Many people consider the 1848 two-dollar gold piece, made to commemorate the first gold the U.S. mint received from the California Gold Rush, to be the first commemorative coin ever released. This coin, with “CAL” on the reverse design, was the smallest gold denomination in circulation at the time. Despite its low face value, the coin today commands a high price due to gold prices as well as the low mintage of the coin itself (only 1,389 were struck).
Many lists of classic U.S. commemorative coins begin with the World’s Columbian Exposition Half Dollar, which was released in 1892 and 1893 and produced in silver. The latter year also saw the first and only issue of the quarter dollar honoring Queen Isabella I of Spain. In 1900 the first commemorative dollar was released featuring George Washington and the Marquis de Lafayette.
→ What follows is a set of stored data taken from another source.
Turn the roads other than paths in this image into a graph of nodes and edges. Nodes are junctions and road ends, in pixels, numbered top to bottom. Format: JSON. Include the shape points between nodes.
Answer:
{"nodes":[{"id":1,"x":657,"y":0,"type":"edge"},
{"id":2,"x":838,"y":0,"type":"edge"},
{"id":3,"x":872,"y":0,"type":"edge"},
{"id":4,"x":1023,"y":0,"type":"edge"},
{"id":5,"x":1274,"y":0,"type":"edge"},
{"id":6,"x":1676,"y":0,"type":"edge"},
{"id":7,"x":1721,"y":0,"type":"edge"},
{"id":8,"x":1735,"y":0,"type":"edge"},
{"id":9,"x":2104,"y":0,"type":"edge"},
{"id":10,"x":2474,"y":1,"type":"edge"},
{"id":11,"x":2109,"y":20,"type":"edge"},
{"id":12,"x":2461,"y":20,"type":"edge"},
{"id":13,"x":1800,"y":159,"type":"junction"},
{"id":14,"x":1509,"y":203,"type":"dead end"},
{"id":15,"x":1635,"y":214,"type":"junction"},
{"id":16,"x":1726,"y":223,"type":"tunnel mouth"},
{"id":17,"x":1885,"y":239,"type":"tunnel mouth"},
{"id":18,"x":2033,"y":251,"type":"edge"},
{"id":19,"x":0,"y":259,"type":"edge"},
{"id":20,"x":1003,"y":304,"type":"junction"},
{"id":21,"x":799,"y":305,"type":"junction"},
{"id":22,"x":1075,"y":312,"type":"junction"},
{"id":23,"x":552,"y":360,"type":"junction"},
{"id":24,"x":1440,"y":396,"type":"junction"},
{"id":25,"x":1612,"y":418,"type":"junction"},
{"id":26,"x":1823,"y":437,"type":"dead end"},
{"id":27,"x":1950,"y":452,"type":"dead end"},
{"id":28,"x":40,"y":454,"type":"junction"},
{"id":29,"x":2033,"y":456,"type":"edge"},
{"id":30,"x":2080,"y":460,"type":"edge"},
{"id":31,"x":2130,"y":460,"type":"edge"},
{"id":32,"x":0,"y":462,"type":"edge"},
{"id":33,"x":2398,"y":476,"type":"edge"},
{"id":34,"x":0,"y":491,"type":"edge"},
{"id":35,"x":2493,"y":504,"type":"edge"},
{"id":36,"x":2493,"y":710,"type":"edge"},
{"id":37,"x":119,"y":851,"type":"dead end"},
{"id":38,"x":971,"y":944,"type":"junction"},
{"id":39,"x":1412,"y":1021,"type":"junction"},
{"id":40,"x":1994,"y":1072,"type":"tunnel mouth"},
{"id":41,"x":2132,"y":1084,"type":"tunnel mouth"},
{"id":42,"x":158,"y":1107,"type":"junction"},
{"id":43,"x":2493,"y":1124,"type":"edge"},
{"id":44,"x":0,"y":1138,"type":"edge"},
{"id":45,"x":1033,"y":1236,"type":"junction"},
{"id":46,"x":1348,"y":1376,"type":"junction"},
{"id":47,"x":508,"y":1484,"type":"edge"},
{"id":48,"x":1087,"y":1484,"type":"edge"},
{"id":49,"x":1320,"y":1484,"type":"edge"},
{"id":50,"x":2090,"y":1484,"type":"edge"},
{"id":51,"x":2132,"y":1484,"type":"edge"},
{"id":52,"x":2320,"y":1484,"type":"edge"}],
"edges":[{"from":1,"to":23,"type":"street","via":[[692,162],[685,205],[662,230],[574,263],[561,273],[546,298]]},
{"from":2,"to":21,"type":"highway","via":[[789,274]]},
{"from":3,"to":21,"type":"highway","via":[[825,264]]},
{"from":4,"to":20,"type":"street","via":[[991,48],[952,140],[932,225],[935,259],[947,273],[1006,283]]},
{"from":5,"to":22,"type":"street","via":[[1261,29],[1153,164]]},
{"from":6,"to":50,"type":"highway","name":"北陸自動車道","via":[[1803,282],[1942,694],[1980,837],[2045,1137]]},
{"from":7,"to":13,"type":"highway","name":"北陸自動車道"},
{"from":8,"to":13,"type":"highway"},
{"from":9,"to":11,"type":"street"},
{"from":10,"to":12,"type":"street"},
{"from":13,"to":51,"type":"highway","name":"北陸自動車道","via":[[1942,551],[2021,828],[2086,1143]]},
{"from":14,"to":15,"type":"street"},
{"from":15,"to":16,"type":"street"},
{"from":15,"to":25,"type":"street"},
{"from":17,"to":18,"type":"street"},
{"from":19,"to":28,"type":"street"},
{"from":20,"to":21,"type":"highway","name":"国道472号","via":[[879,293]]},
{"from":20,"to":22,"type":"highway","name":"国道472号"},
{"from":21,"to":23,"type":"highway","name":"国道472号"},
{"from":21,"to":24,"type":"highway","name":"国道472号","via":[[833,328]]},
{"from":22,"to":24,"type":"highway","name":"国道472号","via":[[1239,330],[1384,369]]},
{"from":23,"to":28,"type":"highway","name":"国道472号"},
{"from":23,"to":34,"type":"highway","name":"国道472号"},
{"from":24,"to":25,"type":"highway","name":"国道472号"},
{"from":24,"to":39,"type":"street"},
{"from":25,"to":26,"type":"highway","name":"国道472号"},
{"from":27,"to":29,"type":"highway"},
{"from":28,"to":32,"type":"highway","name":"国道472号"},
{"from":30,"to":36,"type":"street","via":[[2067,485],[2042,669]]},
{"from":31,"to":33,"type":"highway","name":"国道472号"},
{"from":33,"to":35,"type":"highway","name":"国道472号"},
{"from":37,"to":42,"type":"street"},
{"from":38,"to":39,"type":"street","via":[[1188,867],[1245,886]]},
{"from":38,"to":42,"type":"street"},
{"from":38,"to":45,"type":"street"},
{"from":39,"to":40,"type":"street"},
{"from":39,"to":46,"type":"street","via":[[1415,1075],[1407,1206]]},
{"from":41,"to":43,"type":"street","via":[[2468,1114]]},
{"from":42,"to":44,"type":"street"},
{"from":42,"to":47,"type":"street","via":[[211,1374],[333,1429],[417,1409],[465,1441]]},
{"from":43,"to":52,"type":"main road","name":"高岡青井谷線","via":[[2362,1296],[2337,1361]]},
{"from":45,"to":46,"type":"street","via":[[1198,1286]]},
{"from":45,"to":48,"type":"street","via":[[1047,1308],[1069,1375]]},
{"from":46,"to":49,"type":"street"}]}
In 1903 two types of gold dollars appeared—one featuring Thomas Jefferson and one featuring William McKinley—celebrating the Louisiana Purchase Exposition. Almost 250,000 of these coins were struck, but only 35,000 or so were offered to the public due to circulation abuses and inefficient processes, issues that plagued future commemorative releases.
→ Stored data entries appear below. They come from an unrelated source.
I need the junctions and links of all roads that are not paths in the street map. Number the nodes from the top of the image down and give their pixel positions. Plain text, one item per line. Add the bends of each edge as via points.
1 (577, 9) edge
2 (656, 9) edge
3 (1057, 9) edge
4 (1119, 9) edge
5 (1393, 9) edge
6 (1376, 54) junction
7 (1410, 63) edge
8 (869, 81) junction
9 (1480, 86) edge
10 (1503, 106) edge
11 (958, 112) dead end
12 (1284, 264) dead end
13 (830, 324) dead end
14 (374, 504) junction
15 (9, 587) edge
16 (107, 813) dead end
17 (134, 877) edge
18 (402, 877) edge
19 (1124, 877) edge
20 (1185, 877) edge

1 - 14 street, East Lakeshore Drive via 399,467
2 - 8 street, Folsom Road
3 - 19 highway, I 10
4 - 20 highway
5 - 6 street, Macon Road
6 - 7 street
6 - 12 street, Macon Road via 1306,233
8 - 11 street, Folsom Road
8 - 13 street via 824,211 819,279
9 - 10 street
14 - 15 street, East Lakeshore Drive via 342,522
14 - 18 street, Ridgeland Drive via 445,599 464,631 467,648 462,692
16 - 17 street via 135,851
In 1904 and 1905, the Lewis and Clark Centennial Exposition Gold Dollar was released, followed in 1915 by the Panama Pacific International Exposition five-coin series. The Panama Pacific series included a silver half dollar, a gold dollar, a gold $2.50 coin and two $50 gold pieces.
The U.S. Mint released numerous coins in the subsequent years to commemorate historic U.S. dates and occasions. The classic commemorative era of coins ended after the 1954 Carver-Washington Half Dollar.